Stored items
+---+
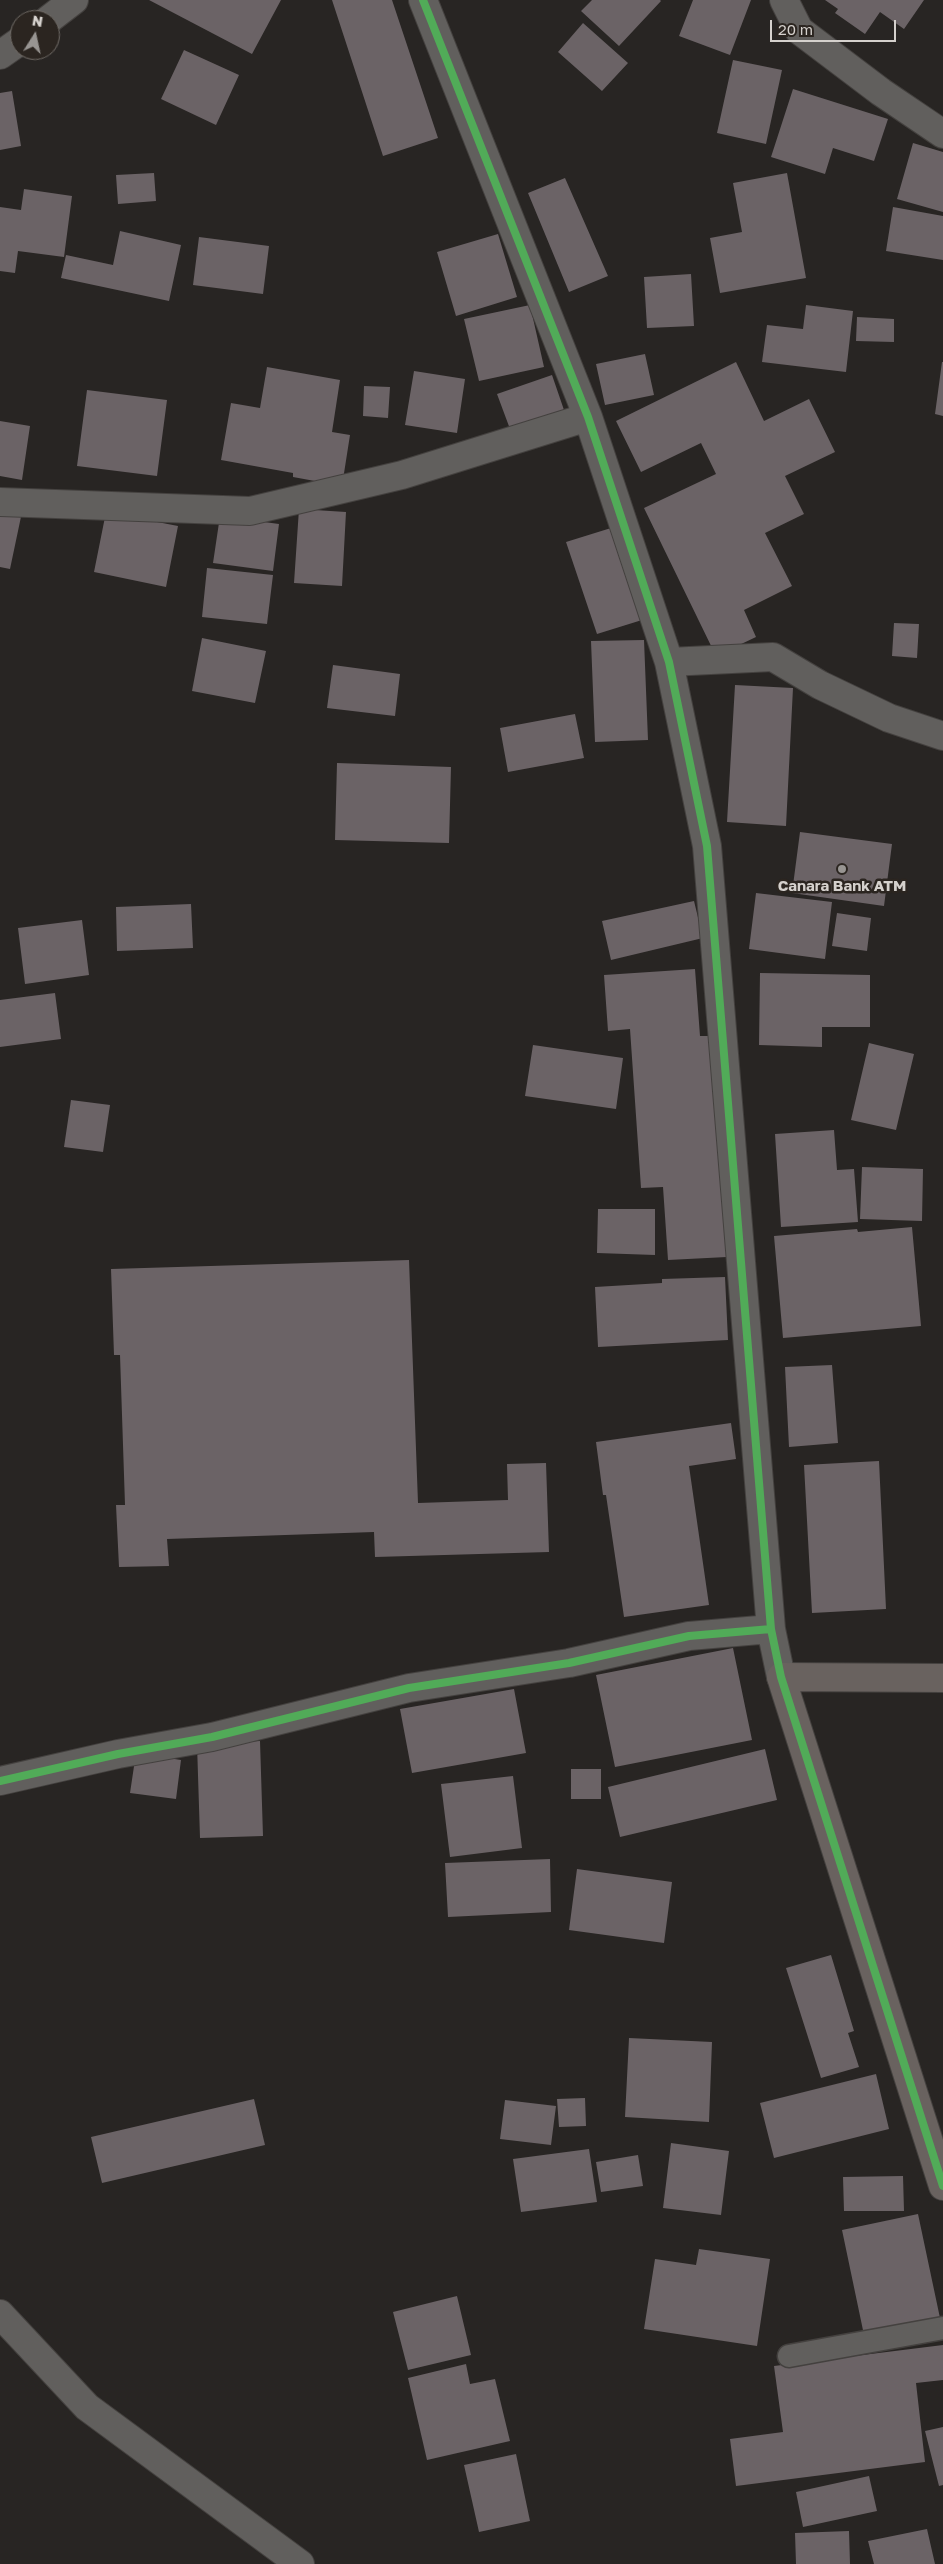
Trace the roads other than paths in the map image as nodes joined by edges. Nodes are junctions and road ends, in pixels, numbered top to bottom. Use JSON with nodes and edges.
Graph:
{"nodes":[{"id":1,"x":74,"y":0,"type":"edge"},
{"id":2,"x":423,"y":0,"type":"edge"},
{"id":3,"x":784,"y":0,"type":"edge"},
{"id":4,"x":60,"y":11,"type":"edge"},
{"id":5,"x":943,"y":134,"type":"edge"},
{"id":6,"x":588,"y":417,"type":"junction"},
{"id":7,"x":0,"y":502,"type":"edge"},
{"id":8,"x":669,"y":662,"type":"junction"},
{"id":9,"x":943,"y":736,"type":"edge"},
{"id":10,"x":770,"y":1629,"type":"junction"},
{"id":11,"x":781,"y":1677,"type":"junction"},
{"id":12,"x":943,"y":1678,"type":"edge"},
{"id":13,"x":0,"y":1780,"type":"edge"},
{"id":14,"x":943,"y":2186,"type":"edge"},
{"id":15,"x":0,"y":2314,"type":"edge"},
{"id":16,"x":943,"y":2328,"type":"edge"},
{"id":17,"x":789,"y":2356,"type":"dead end"},
{"id":18,"x":300,"y":2564,"type":"edge"}],
"edges":[{"from":1,"to":4,"type":"street"},
{"from":2,"to":6,"type":"street"},
{"from":3,"to":5,"type":"street"},
{"from":6,"to":7,"type":"street"},
{"from":6,"to":8,"type":"street"},
{"from":8,"to":9,"type":"street"},
{"from":8,"to":10,"type":"street"},
{"from":10,"to":11,"type":"street"},
{"from":10,"to":13,"type":"street"},
{"from":11,"to":12,"type":"street"},
{"from":11,"to":14,"type":"street"},
{"from":15,"to":18,"type":"street"},
{"from":16,"to":17,"type":"lane"}]}
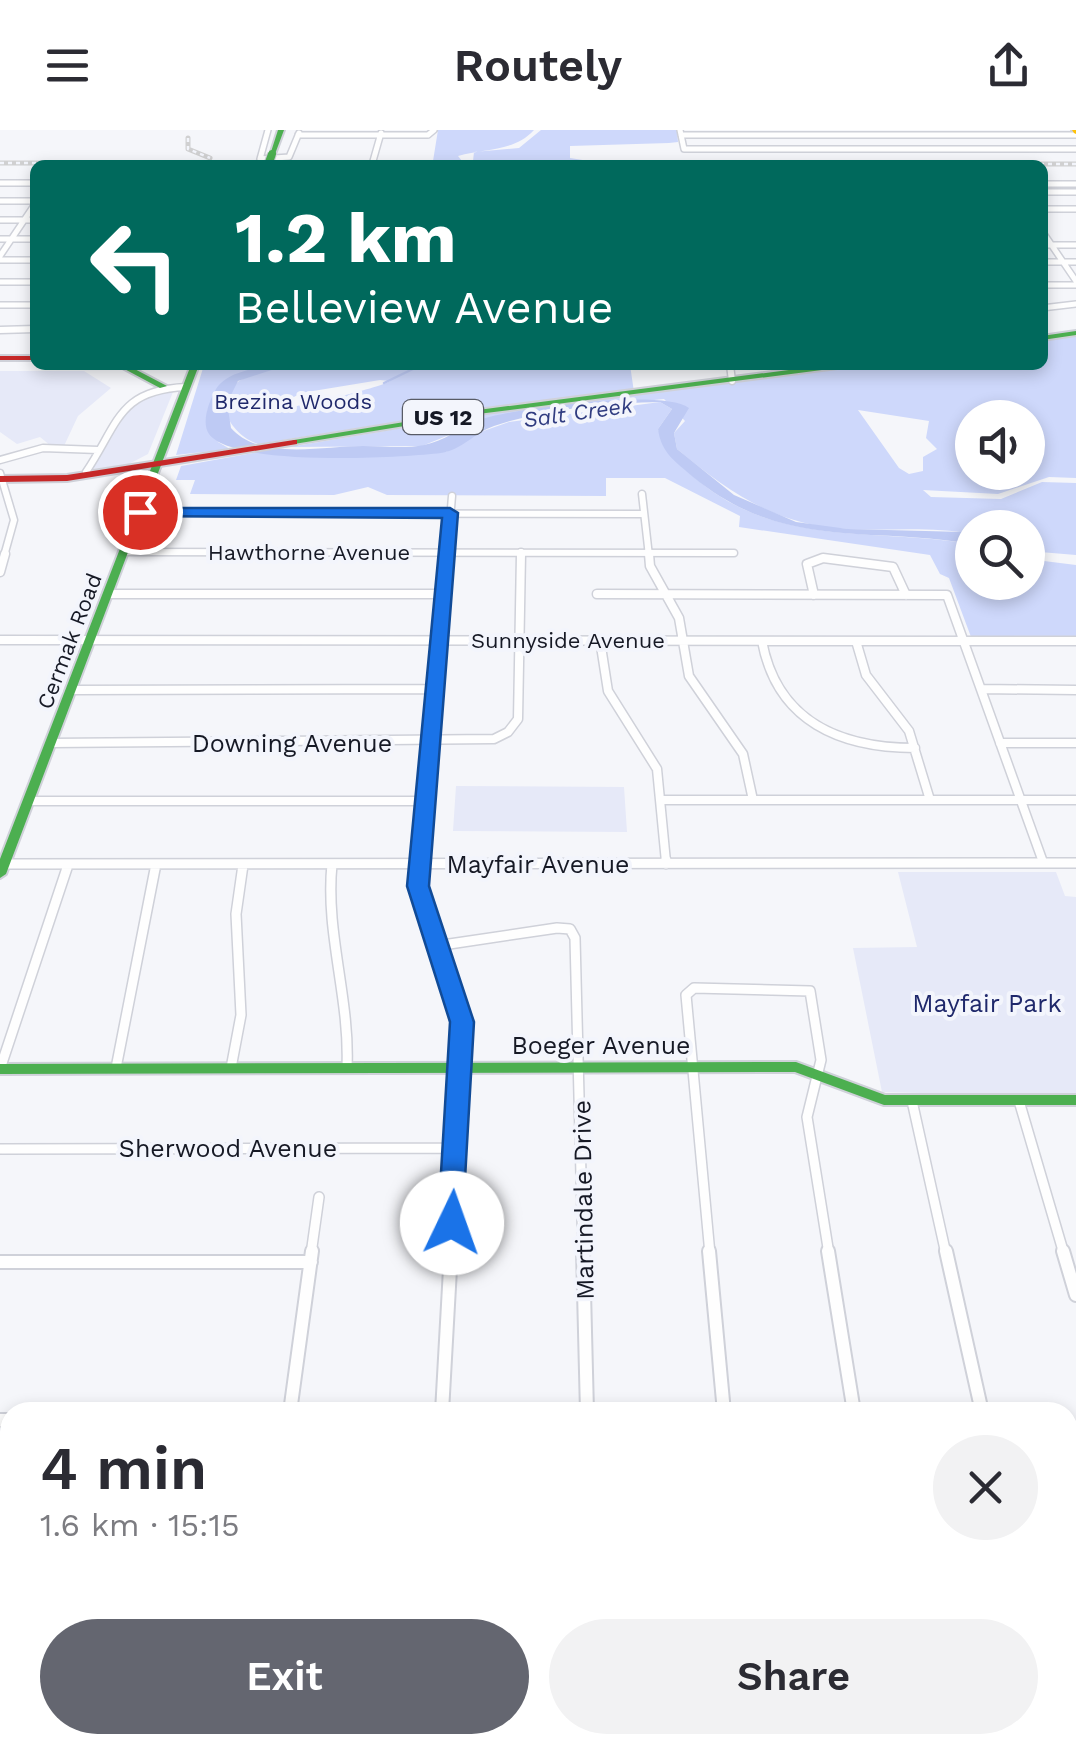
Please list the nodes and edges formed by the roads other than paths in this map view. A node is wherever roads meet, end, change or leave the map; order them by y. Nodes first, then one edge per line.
1 (268, 130) edge
2 (291, 131) edge
3 (381, 132) edge
4 (433, 132) edge
5 (681, 132) edge
6 (778, 132) edge
7 (877, 132) edge
8 (977, 132) edge
9 (1076, 132) edge
10 (684, 149) joint
11 (784, 149) junction
12 (886, 149) junction
13 (988, 149) junction
14 (1076, 150) edge
15 (272, 159) edge
16 (891, 159) dead end
17 (374, 160) edge
18 (0, 183) edge
19 (30, 183) edge
20 (1048, 184) edge
21 (1076, 184) edge
22 (1048, 192) edge
23 (1076, 192) edge
24 (0, 201) edge
25 (30, 202) edge
26 (1048, 209) edge
27 (1076, 209) edge
28 (30, 210) edge
29 (0, 220) edge
30 (24, 220) junction
31 (30, 220) edge
32 (1048, 239) edge
33 (0, 240) edge
34 (11, 240) junction
35 (30, 240) edge
36 (1048, 245) edge
37 (1052, 245) junction
38 (1076, 245) edge
39 (0, 258) edge
40 (30, 260) edge
41 (1048, 262) edge
42 (1063, 262) junction
43 (1076, 262) edge
44 (0, 282) edge
45 (30, 282) edge
46 (1076, 283) edge
47 (1048, 284) edge
48 (1076, 304) edge
49 (0, 305) edge
50 (30, 305) edge
51 (1048, 307) edge
52 (0, 330) edge
53 (30, 330) edge
54 (1076, 333) edge
55 (1048, 337) edge
56 (0, 356) edge
57 (30, 356) edge
58 (131, 370) edge
59 (138, 370) edge
60 (193, 370) edge
61 (784, 370) edge
62 (735, 374) edge
63 (165, 386) junction
64 (186, 386) junction
65 (98, 450) junction
66 (160, 457) junction
67 (0, 460) edge
68 (92, 471) junction
69 (1, 476) edge
70 (642, 494) dead end
71 (452, 496) dead end
72 (140, 512) junction
73 (0, 513) edge
74 (13, 513) junction
75 (450, 513) junction
76 (644, 514) junction
77 (4, 552) edge
78 (125, 552) junction
79 (447, 552) junction
80 (521, 552) junction
81 (648, 553) junction
82 (734, 553) dead end
83 (0, 572) edge
84 (108, 594) junction
85 (443, 594) junction
86 (596, 594) dead end
87 (664, 594) junction
88 (814, 594) junction
89 (906, 594) junction
90 (520, 639) junction
91 (0, 640) edge
92 (91, 640) junction
93 (439, 640) junction
94 (600, 640) junction
95 (963, 640) junction
96 (683, 641) junction
97 (762, 641) junction
98 (856, 641) junction
99 (1076, 641) edge
100 (435, 689) junction
101 (72, 690) junction
102 (981, 690) junction
103 (1076, 690) edge
104 (430, 742) junction
105 (1000, 742) junction
106 (1076, 742) edge
107 (51, 743) junction
108 (914, 748) junction
109 (424, 800) junction
110 (660, 800) junction
111 (753, 800) junction
112 (930, 800) junction
113 (1020, 800) junction
114 (1076, 800) edge
115 (29, 801) junction
116 (1043, 863) junction
117 (1076, 863) edge
118 (156, 864) junction
119 (332, 864) junction
120 (419, 864) junction
121 (666, 864) junction
122 (68, 865) junction
123 (243, 865) junction
124 (1, 867) edge
125 (436, 946) junction
126 (347, 1067) junction
127 (460, 1067) junction
128 (692, 1067) junction
129 (116, 1068) junction
130 (231, 1068) junction
131 (580, 1068) junction
132 (0, 1069) edge
133 (818, 1072) junction
134 (912, 1100) junction
135 (1076, 1100) edge
136 (1020, 1101) junction
137 (456, 1148) junction
138 (0, 1149) edge
139 (320, 1197) dead end
140 (0, 1262) edge
141 (311, 1262) junction
142 (1076, 1294) edge
143 (291, 1402) edge
144 (443, 1402) edge
145 (587, 1402) edge
146 (723, 1402) edge
147 (852, 1402) edge
148 (980, 1402) edge

1 - 2 street
2 - 3 street
2 - 15 main road
3 - 4 street
3 - 17 street
5 - 6 street
5 - 10 street
6 - 7 street
6 - 11 street
7 - 8 street
7 - 12 street
8 - 9 street
8 - 13 street
10 - 11 street
11 - 12 street
12 - 13 street
12 - 16 street
13 - 14 street
18 - 19 street
20 - 21 street
22 - 23 street
24 - 25 street
26 - 27 street
28 - 30 street
29 - 30 street
30 - 31 street
30 - 34 street
32 - 37 street
33 - 34 street
34 - 35 street
34 - 39 street
36 - 37 street
37 - 38 street
37 - 42 street
39 - 40 street
41 - 42 street
42 - 43 street
42 - 46 street
44 - 45 street
46 - 47 street
48 - 51 street
49 - 50 street
52 - 53 street
54 - 55 main road
56 - 57 main road
58 - 63 main road
59 - 63 main road
60 - 64 main road, Cermak Road
61 - 62 main road, US 12
62 - 66 main road, US 12
63 - 64 street
63 - 65 street
64 - 66 main road, Cermak Road
65 - 67 street
65 - 68 street
66 - 68 main road, US 12
66 - 72 main road, Cermak Road
68 - 69 main road, US 12
69 - 74 street
70 - 76 street
71 - 75 street
72 - 75 street
72 - 78 main road, Cermak Road
73 - 74 street
74 - 77 street
75 - 76 street
75 - 79 street
76 - 81 street
77 - 83 street
78 - 79 street, Hawthorne Avenue
78 - 84 main road, Cermak Road
79 - 80 street, Hawthorne Avenue
79 - 85 street
80 - 81 street, Hawthorne Avenue
80 - 90 street
81 - 82 street, Hawthorne Avenue
81 - 87 street
84 - 85 street
84 - 92 main road, Cermak Road
85 - 93 street
86 - 87 street
87 - 88 street
87 - 96 street
88 - 89 street
88 - 89 street
89 - 95 street
90 - 93 street, Sunnyside Avenue
90 - 94 street, Sunnyside Avenue
90 - 104 street, Downing Avenue
91 - 92 street, Sunnyside Avenue
92 - 93 street, Sunnyside Avenue
92 - 101 main road, Cermak Road
93 - 100 street
94 - 96 street, Sunnyside Avenue
94 - 110 street
95 - 98 street, Sunnyside Avenue
95 - 99 street, Sunnyside Avenue
95 - 102 street
96 - 97 street, Sunnyside Avenue
96 - 111 street
97 - 98 street, Sunnyside Avenue
97 - 108 street
98 - 108 street
100 - 101 street
100 - 104 street
101 - 107 main road, Cermak Road
102 - 103 street
102 - 105 street
104 - 107 street, Downing Avenue
104 - 109 street
105 - 106 street
105 - 113 street
107 - 115 main road, Cermak Road
108 - 112 street
109 - 115 street
109 - 120 street
110 - 111 street
110 - 121 street
111 - 112 street
112 - 113 street
113 - 114 street
113 - 116 street
115 - 124 main road, Cermak Road
116 - 117 street, Mayfair Avenue
116 - 121 street, Mayfair Avenue
118 - 122 street, Mayfair Avenue
118 - 123 street, Mayfair Avenue
118 - 129 street
119 - 120 street, Mayfair Avenue
119 - 123 street, Mayfair Avenue
119 - 126 street
120 - 121 street, Mayfair Avenue
120 - 125 street
122 - 124 street, Mayfair Avenue
122 - 132 street
123 - 130 street
125 - 127 street
125 - 131 street, Martindale Drive
126 - 127 main road, Boeger Avenue
126 - 130 main road, Boeger Avenue
127 - 131 main road, Boeger Avenue
127 - 137 street
128 - 131 main road, Boeger Avenue
128 - 133 main road, Boeger Avenue
128 - 133 street
128 - 146 street
129 - 130 main road, Boeger Avenue
129 - 132 main road, Boeger Avenue
131 - 145 street, Martindale Drive
133 - 134 main road, Boeger Avenue
133 - 147 street
134 - 136 main road, Boeger Avenue
134 - 148 street
135 - 136 main road, Boeger Avenue
136 - 142 street
137 - 138 street, Sherwood Avenue
137 - 144 street
139 - 141 street
140 - 141 street
141 - 143 street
+---+
◆ EXERCISE BRIEF
Go through the entries line by line and count those with "Martindale". Give only the count.

◆ RESULT OF THIS TASK
2